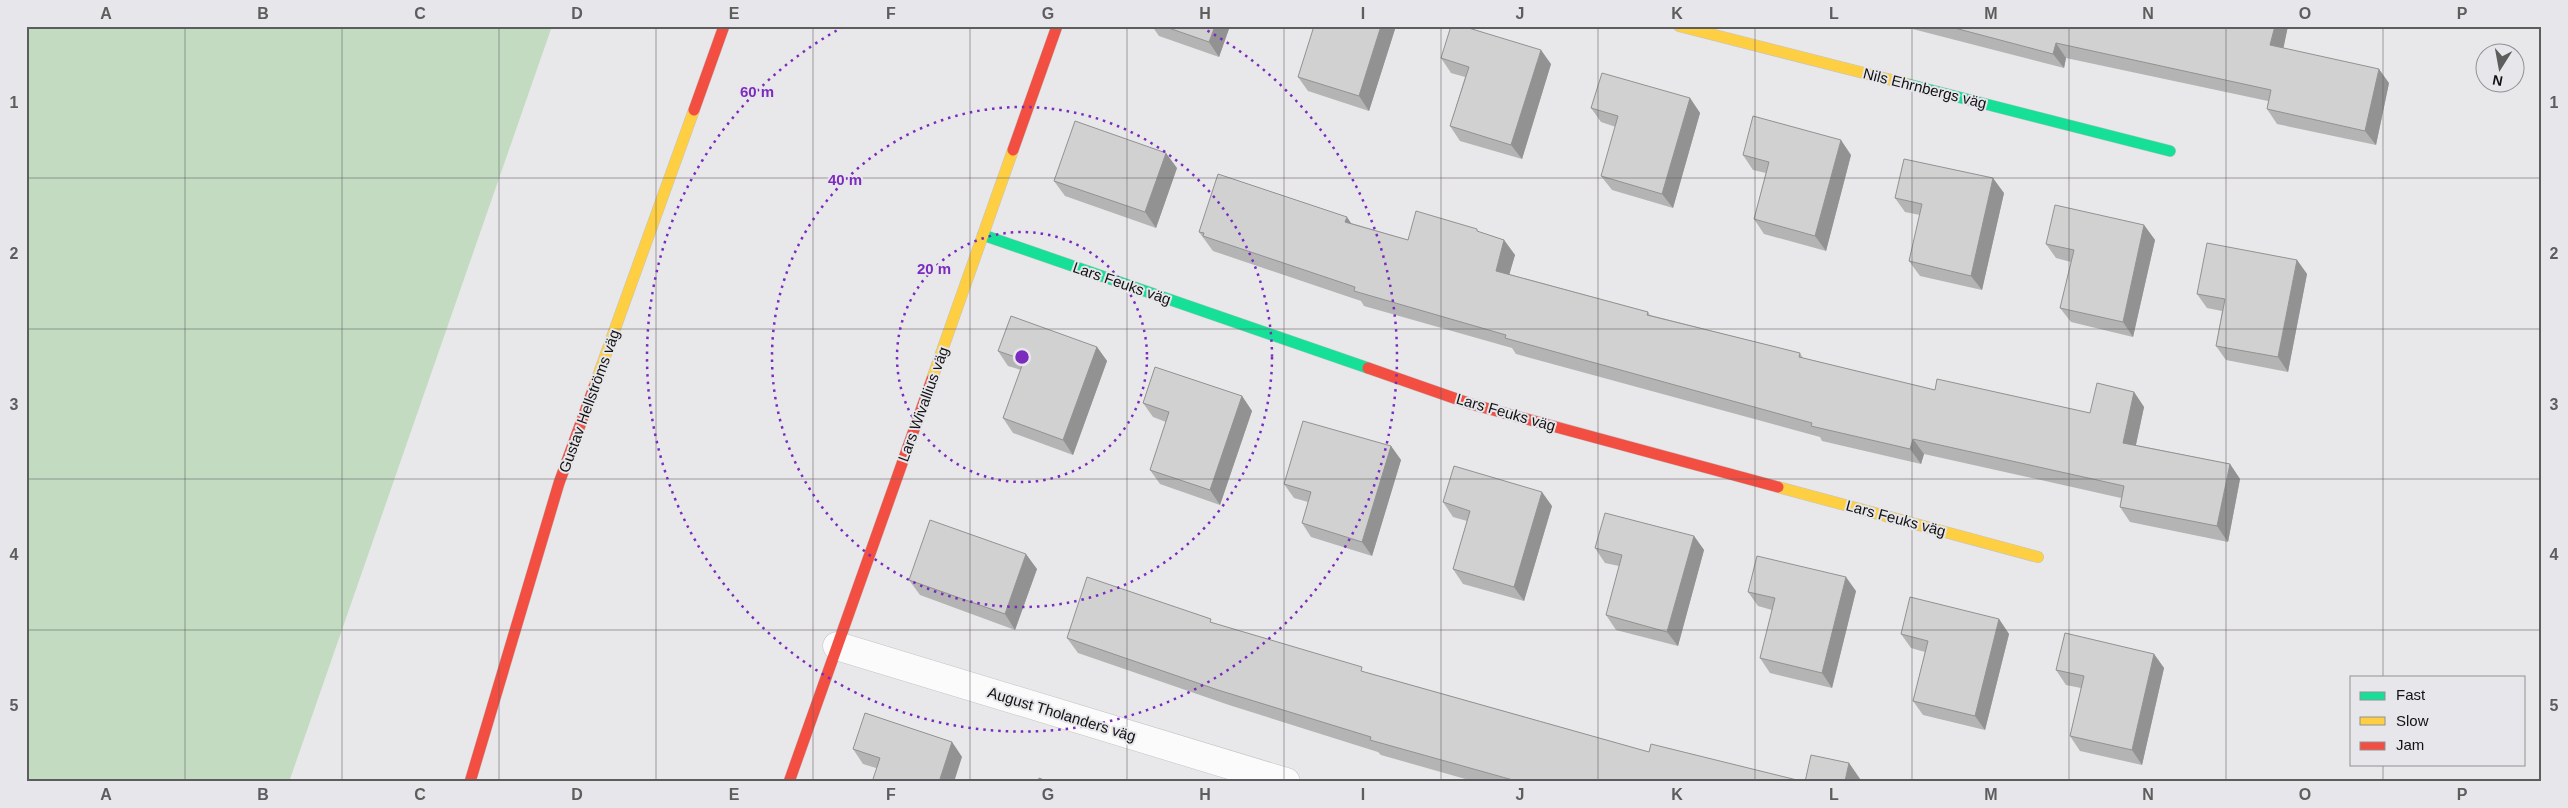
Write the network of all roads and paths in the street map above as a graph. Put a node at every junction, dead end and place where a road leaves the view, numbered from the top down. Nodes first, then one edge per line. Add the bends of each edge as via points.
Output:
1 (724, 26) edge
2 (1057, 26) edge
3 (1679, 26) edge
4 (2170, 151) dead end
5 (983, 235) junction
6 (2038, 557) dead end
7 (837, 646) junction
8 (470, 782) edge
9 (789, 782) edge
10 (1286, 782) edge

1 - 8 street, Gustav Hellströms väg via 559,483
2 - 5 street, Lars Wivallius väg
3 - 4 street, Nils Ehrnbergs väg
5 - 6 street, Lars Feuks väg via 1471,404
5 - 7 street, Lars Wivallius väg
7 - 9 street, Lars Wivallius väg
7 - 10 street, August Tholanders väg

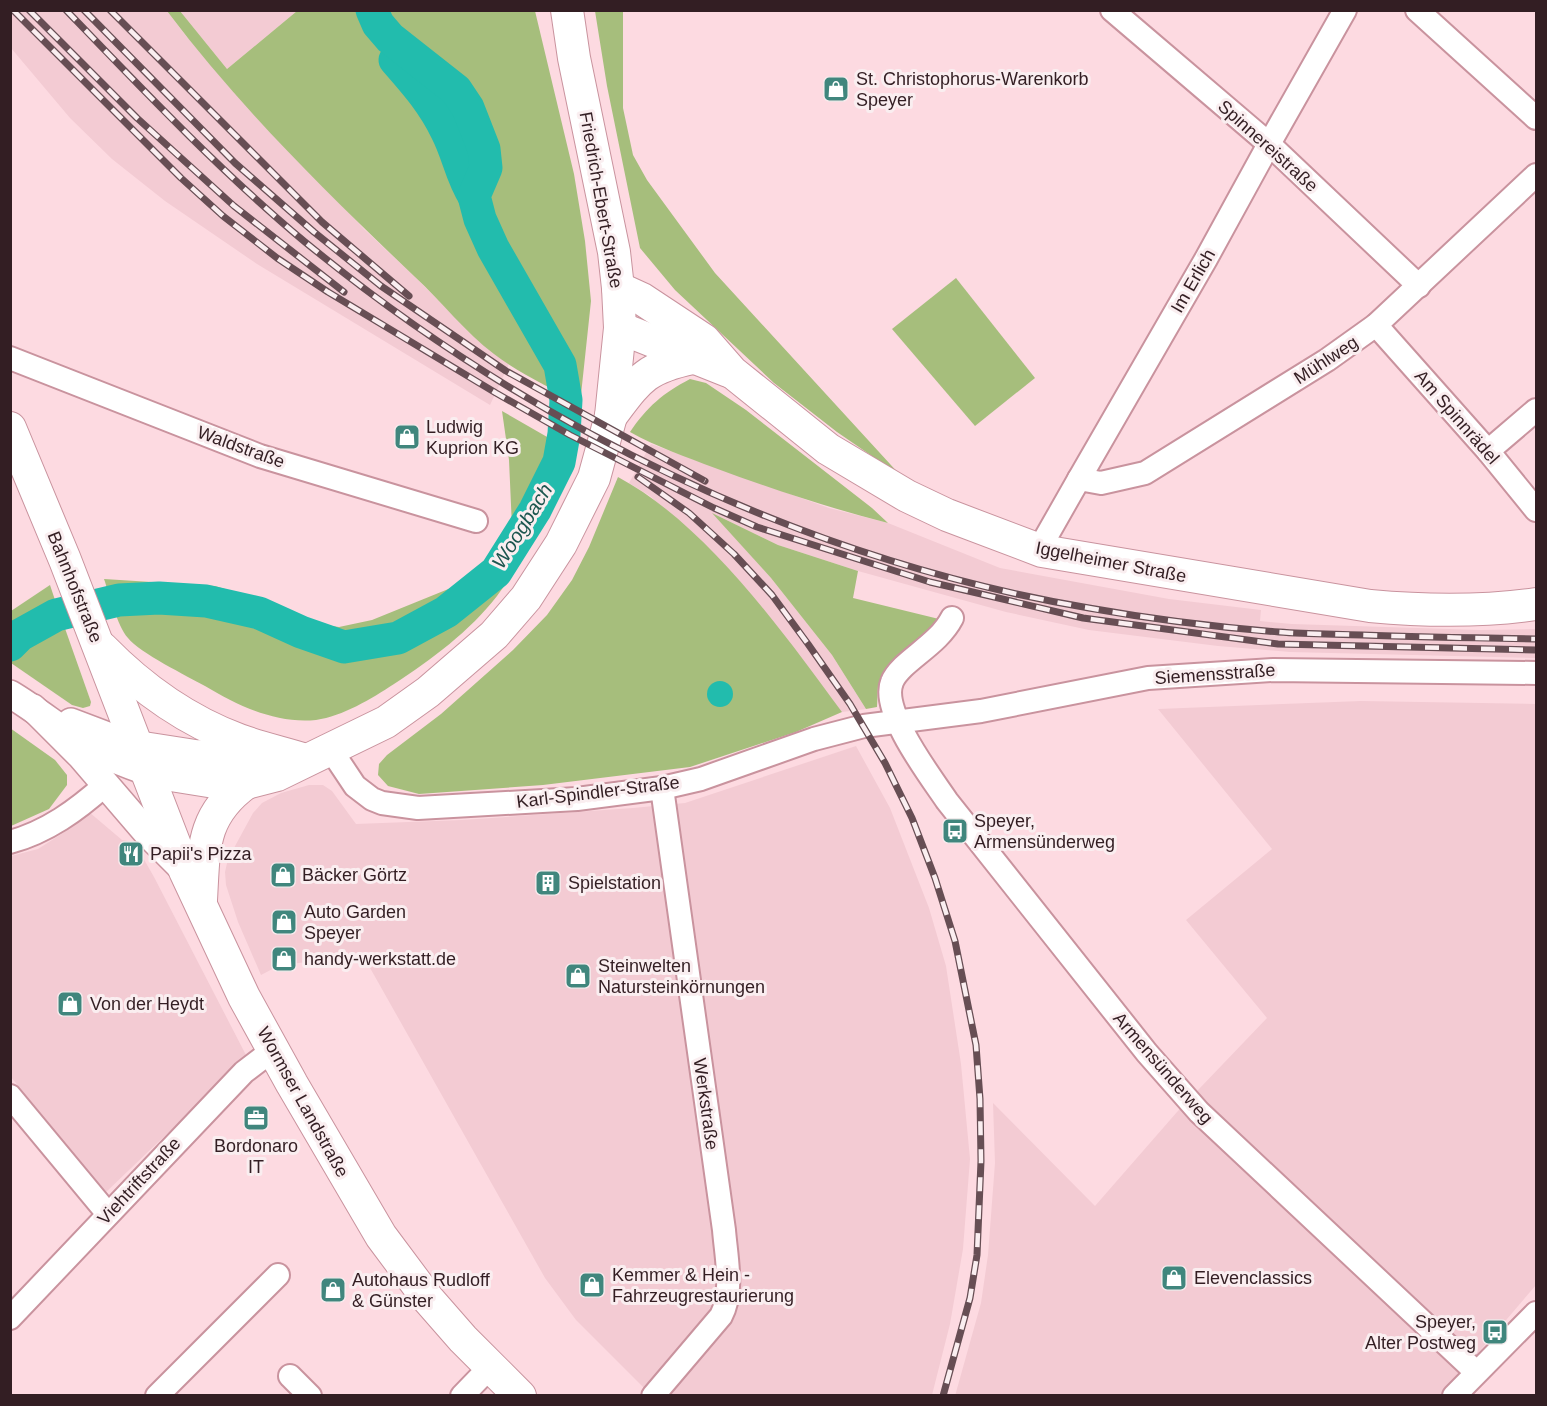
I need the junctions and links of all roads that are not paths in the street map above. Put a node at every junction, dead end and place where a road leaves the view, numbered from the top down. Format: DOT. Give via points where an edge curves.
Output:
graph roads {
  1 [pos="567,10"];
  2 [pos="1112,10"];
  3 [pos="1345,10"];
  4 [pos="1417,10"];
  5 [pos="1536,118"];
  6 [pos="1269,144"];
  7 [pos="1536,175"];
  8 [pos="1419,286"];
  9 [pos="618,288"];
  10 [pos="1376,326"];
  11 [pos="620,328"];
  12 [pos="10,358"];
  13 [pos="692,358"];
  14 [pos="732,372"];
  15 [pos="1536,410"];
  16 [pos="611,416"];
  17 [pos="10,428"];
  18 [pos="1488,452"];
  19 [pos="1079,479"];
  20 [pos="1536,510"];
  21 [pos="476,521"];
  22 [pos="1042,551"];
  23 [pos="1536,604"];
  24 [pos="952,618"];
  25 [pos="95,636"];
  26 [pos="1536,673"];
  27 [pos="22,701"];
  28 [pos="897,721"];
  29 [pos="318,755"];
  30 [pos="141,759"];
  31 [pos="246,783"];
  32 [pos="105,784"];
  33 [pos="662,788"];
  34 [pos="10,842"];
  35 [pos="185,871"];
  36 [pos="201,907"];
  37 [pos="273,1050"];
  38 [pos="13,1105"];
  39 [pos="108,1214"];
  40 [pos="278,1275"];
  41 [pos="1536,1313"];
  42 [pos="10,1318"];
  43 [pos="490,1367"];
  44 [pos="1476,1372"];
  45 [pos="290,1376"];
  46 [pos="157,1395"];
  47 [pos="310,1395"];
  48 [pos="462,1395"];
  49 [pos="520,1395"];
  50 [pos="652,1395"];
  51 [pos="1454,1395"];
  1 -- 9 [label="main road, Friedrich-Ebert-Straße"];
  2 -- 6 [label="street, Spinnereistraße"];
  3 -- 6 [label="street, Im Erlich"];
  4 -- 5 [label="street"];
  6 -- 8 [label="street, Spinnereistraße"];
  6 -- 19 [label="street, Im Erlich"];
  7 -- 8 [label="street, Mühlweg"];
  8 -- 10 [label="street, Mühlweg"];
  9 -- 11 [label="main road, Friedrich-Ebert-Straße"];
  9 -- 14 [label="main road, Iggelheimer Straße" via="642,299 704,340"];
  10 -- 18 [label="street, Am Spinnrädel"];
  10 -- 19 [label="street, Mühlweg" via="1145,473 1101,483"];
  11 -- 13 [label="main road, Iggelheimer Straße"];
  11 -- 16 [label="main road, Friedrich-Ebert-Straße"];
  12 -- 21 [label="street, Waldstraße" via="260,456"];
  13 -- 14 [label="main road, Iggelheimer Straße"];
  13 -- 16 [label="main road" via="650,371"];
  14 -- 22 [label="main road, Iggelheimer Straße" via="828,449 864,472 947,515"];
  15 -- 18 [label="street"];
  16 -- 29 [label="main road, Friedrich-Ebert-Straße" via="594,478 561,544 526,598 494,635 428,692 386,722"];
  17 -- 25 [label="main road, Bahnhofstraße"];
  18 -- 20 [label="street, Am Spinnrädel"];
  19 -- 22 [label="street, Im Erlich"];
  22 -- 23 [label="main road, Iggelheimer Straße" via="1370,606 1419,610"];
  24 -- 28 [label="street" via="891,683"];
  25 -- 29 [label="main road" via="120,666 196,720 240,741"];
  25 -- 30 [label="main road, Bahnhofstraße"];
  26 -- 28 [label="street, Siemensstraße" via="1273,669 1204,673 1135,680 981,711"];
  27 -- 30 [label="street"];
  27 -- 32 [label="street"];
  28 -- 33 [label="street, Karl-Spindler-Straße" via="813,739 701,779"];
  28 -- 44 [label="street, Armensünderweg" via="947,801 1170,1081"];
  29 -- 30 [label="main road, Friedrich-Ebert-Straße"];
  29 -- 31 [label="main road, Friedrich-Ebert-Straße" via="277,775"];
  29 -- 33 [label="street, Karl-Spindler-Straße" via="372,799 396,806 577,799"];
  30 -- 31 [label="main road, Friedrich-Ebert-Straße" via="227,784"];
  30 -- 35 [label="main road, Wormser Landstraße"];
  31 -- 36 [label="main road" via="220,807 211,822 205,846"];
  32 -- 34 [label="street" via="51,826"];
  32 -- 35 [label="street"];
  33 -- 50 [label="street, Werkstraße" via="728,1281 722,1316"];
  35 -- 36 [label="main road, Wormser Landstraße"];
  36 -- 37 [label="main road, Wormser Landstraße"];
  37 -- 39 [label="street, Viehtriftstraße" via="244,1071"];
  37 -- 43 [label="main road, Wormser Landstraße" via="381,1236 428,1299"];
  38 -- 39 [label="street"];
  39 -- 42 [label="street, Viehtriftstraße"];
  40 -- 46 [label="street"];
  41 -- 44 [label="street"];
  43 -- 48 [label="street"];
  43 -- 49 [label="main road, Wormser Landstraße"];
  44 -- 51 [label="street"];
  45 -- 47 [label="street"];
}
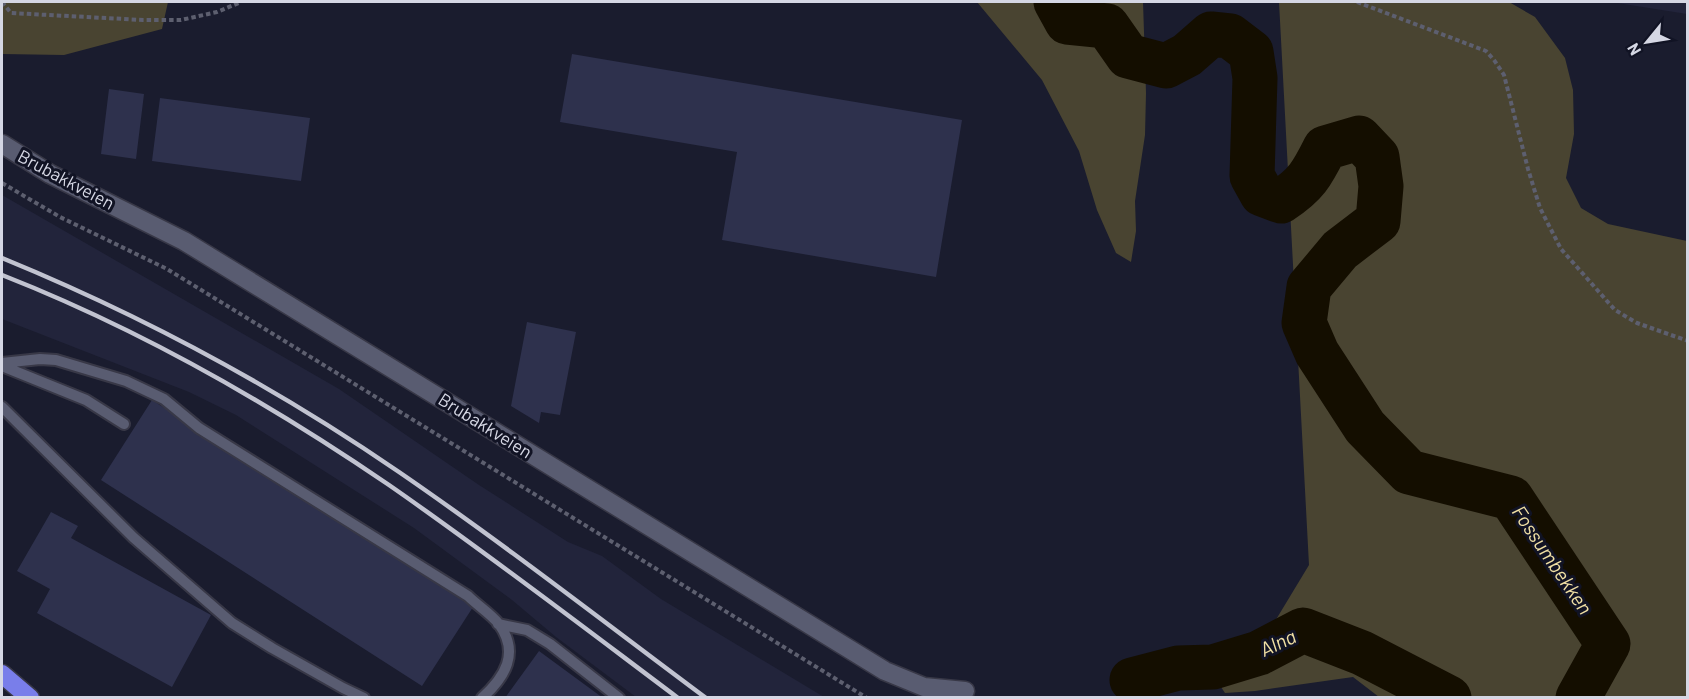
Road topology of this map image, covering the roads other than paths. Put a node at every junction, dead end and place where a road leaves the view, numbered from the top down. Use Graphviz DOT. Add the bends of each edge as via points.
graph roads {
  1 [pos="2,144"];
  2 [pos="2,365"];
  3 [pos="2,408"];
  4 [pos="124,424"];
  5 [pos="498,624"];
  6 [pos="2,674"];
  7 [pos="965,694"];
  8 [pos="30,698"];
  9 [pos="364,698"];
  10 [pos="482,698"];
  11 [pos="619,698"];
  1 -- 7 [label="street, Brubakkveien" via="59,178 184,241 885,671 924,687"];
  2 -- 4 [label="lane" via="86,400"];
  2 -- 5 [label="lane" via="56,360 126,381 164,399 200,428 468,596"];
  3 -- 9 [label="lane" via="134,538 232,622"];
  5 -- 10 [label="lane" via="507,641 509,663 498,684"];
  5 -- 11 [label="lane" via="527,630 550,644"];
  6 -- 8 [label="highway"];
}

===============

## WHAT IS REQUIRED
The whole listing must be restated word for word. Leave out any pictures.

## ANSWER FOR THIS EXERCISE
Write the network of all roads and paths in the street map above as a graph. Put a node at every junction, dead end and place where a road leaves the view, numbered from the top down. Nodes first, then one edge per line. Add the bends of each edge as via points.
Output:
1 (724, 26) edge
2 (1057, 26) edge
3 (1679, 26) edge
4 (2170, 151) dead end
5 (983, 235) junction
6 (2038, 557) dead end
7 (837, 646) junction
8 (470, 782) edge
9 (789, 782) edge
10 (1286, 782) edge

1 - 8 street, Gustav Hellströms väg via 559,483
2 - 5 street, Lars Wivallius väg
3 - 4 street, Nils Ehrnbergs väg
5 - 6 street, Lars Feuks väg via 1471,404
5 - 7 street, Lars Wivallius väg
7 - 9 street, Lars Wivallius väg
7 - 10 street, August Tholanders väg

I need the junctions and links of all roads that are not paths in the street map above. Put a node at every junction, dead end and place where a road leaves the view, numbered from the top down. Format: DOT. Give via points where an edge curves.
Output:
graph roads {
  1 [pos="567,10"];
  2 [pos="1112,10"];
  3 [pos="1345,10"];
  4 [pos="1417,10"];
  5 [pos="1536,118"];
  6 [pos="1269,144"];
  7 [pos="1536,175"];
  8 [pos="1419,286"];
  9 [pos="618,288"];
  10 [pos="1376,326"];
  11 [pos="620,328"];
  12 [pos="10,358"];
  13 [pos="692,358"];
  14 [pos="732,372"];
  15 [pos="1536,410"];
  16 [pos="611,416"];
  17 [pos="10,428"];
  18 [pos="1488,452"];
  19 [pos="1079,479"];
  20 [pos="1536,510"];
  21 [pos="476,521"];
  22 [pos="1042,551"];
  23 [pos="1536,604"];
  24 [pos="952,618"];
  25 [pos="95,636"];
  26 [pos="1536,673"];
  27 [pos="22,701"];
  28 [pos="897,721"];
  29 [pos="318,755"];
  30 [pos="141,759"];
  31 [pos="246,783"];
  32 [pos="105,784"];
  33 [pos="662,788"];
  34 [pos="10,842"];
  35 [pos="185,871"];
  36 [pos="201,907"];
  37 [pos="273,1050"];
  38 [pos="13,1105"];
  39 [pos="108,1214"];
  40 [pos="278,1275"];
  41 [pos="1536,1313"];
  42 [pos="10,1318"];
  43 [pos="490,1367"];
  44 [pos="1476,1372"];
  45 [pos="290,1376"];
  46 [pos="157,1395"];
  47 [pos="310,1395"];
  48 [pos="462,1395"];
  49 [pos="520,1395"];
  50 [pos="652,1395"];
  51 [pos="1454,1395"];
  1 -- 9 [label="main road, Friedrich-Ebert-Straße"];
  2 -- 6 [label="street, Spinnereistraße"];
  3 -- 6 [label="street, Im Erlich"];
  4 -- 5 [label="street"];
  6 -- 8 [label="street, Spinnereistraße"];
  6 -- 19 [label="street, Im Erlich"];
  7 -- 8 [label="street, Mühlweg"];
  8 -- 10 [label="street, Mühlweg"];
  9 -- 11 [label="main road, Friedrich-Ebert-Straße"];
  9 -- 14 [label="main road, Iggelheimer Straße" via="642,299 704,340"];
  10 -- 18 [label="street, Am Spinnrädel"];
  10 -- 19 [label="street, Mühlweg" via="1145,473 1101,483"];
  11 -- 13 [label="main road, Iggelheimer Straße"];
  11 -- 16 [label="main road, Friedrich-Ebert-Straße"];
  12 -- 21 [label="street, Waldstraße" via="260,456"];
  13 -- 14 [label="main road, Iggelheimer Straße"];
  13 -- 16 [label="main road" via="650,371"];
  14 -- 22 [label="main road, Iggelheimer Straße" via="828,449 864,472 947,515"];
  15 -- 18 [label="street"];
  16 -- 29 [label="main road, Friedrich-Ebert-Straße" via="594,478 561,544 526,598 494,635 428,692 386,722"];
  17 -- 25 [label="main road, Bahnhofstraße"];
  18 -- 20 [label="street, Am Spinnrädel"];
  19 -- 22 [label="street, Im Erlich"];
  22 -- 23 [label="main road, Iggelheimer Straße" via="1370,606 1419,610"];
  24 -- 28 [label="street" via="891,683"];
  25 -- 29 [label="main road" via="120,666 196,720 240,741"];
  25 -- 30 [label="main road, Bahnhofstraße"];
  26 -- 28 [label="street, Siemensstraße" via="1273,669 1204,673 1135,680 981,711"];
  27 -- 30 [label="street"];
  27 -- 32 [label="street"];
  28 -- 33 [label="street, Karl-Spindler-Straße" via="813,739 701,779"];
  28 -- 44 [label="street, Armensünderweg" via="947,801 1170,1081"];
  29 -- 30 [label="main road, Friedrich-Ebert-Straße"];
  29 -- 31 [label="main road, Friedrich-Ebert-Straße" via="277,775"];
  29 -- 33 [label="street, Karl-Spindler-Straße" via="372,799 396,806 577,799"];
  30 -- 31 [label="main road, Friedrich-Ebert-Straße" via="227,784"];
  30 -- 35 [label="main road, Wormser Landstraße"];
  31 -- 36 [label="main road" via="220,807 211,822 205,846"];
  32 -- 34 [label="street" via="51,826"];
  32 -- 35 [label="street"];
  33 -- 50 [label="street, Werkstraße" via="728,1281 722,1316"];
  35 -- 36 [label="main road, Wormser Landstraße"];
  36 -- 37 [label="main road, Wormser Landstraße"];
  37 -- 39 [label="street, Viehtriftstraße" via="244,1071"];
  37 -- 43 [label="main road, Wormser Landstraße" via="381,1236 428,1299"];
  38 -- 39 [label="street"];
  39 -- 42 [label="street, Viehtriftstraße"];
  40 -- 46 [label="street"];
  41 -- 44 [label="street"];
  43 -- 48 [label="street"];
  43 -- 49 [label="main road, Wormser Landstraße"];
  44 -- 51 [label="street"];
  45 -- 47 [label="street"];
}
Road topology of this map image, covering the roads other than paths. Put a node at every junction, dead end and place where a road leaves the view, numbered from the top down. Use Graphviz DOT. Add the bends of each edge as via points.
graph roads {
  1 [pos="2,144"];
  2 [pos="2,365"];
  3 [pos="2,408"];
  4 [pos="124,424"];
  5 [pos="498,624"];
  6 [pos="2,674"];
  7 [pos="965,694"];
  8 [pos="30,698"];
  9 [pos="364,698"];
  10 [pos="482,698"];
  11 [pos="619,698"];
  1 -- 7 [label="street, Brubakkveien" via="59,178 184,241 885,671 924,687"];
  2 -- 4 [label="lane" via="86,400"];
  2 -- 5 [label="lane" via="56,360 126,381 164,399 200,428 468,596"];
  3 -- 9 [label="lane" via="134,538 232,622"];
  5 -- 10 [label="lane" via="507,641 509,663 498,684"];
  5 -- 11 [label="lane" via="527,630 550,644"];
  6 -- 8 [label="highway"];
}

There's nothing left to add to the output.